Data extracted from a collection:
= Beginning of Section =
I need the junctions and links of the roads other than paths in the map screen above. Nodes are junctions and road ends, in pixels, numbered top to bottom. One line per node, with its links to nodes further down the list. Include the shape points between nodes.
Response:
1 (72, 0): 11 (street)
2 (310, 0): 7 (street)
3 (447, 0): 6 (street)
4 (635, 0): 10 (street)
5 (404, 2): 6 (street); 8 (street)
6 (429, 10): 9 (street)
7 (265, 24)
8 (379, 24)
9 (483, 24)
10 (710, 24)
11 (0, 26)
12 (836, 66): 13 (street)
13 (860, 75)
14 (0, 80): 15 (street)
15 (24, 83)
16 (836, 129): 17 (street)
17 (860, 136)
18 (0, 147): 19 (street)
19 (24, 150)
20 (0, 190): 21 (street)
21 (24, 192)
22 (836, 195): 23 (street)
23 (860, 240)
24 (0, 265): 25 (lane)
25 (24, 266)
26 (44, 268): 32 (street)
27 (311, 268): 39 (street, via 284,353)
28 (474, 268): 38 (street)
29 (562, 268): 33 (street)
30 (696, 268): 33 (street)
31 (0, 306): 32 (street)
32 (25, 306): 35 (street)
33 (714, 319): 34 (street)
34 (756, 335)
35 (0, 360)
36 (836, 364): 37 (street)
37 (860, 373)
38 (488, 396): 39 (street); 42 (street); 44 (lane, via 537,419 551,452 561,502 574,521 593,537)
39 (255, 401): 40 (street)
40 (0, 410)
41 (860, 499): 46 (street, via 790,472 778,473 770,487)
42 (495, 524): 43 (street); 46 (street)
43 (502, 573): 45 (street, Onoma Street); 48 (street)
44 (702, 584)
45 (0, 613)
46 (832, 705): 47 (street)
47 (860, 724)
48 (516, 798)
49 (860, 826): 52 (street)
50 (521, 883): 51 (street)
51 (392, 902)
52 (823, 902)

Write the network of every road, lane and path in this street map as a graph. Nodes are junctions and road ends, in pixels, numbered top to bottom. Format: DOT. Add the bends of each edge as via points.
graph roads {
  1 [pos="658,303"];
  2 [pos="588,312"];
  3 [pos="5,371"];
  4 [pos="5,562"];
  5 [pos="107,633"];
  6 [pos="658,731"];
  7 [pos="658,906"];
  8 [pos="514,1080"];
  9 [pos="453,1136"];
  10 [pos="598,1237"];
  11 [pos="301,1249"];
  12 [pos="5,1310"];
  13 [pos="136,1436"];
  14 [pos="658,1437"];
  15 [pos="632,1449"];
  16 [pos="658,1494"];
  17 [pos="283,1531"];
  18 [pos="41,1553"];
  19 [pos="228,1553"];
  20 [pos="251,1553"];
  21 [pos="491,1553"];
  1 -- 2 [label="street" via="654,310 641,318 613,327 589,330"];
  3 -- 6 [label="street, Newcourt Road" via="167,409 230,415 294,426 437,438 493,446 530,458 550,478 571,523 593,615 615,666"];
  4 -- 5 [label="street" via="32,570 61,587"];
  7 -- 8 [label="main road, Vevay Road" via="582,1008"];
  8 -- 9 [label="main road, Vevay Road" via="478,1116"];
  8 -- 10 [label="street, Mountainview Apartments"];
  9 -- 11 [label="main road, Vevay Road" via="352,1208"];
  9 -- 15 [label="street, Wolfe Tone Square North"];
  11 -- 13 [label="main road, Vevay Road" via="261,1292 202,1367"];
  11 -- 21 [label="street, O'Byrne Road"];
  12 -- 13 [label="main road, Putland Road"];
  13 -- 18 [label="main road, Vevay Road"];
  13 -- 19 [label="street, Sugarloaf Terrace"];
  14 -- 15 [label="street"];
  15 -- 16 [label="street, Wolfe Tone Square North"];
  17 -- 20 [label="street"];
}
= End of Section =
Task statement: Go through the data and show each line that holds "main".

Answer:
  7 -- 8 [label="main road, Vevay Road" via="582,1008"];
  8 -- 9 [label="main road, Vevay Road" via="478,1116"];
  9 -- 11 [label="main road, Vevay Road" via="352,1208"];
  11 -- 13 [label="main road, Vevay Road" via="261,1292 202,1367"];
  12 -- 13 [label="main road, Putland Road"];
  13 -- 18 [label="main road, Vevay Road"];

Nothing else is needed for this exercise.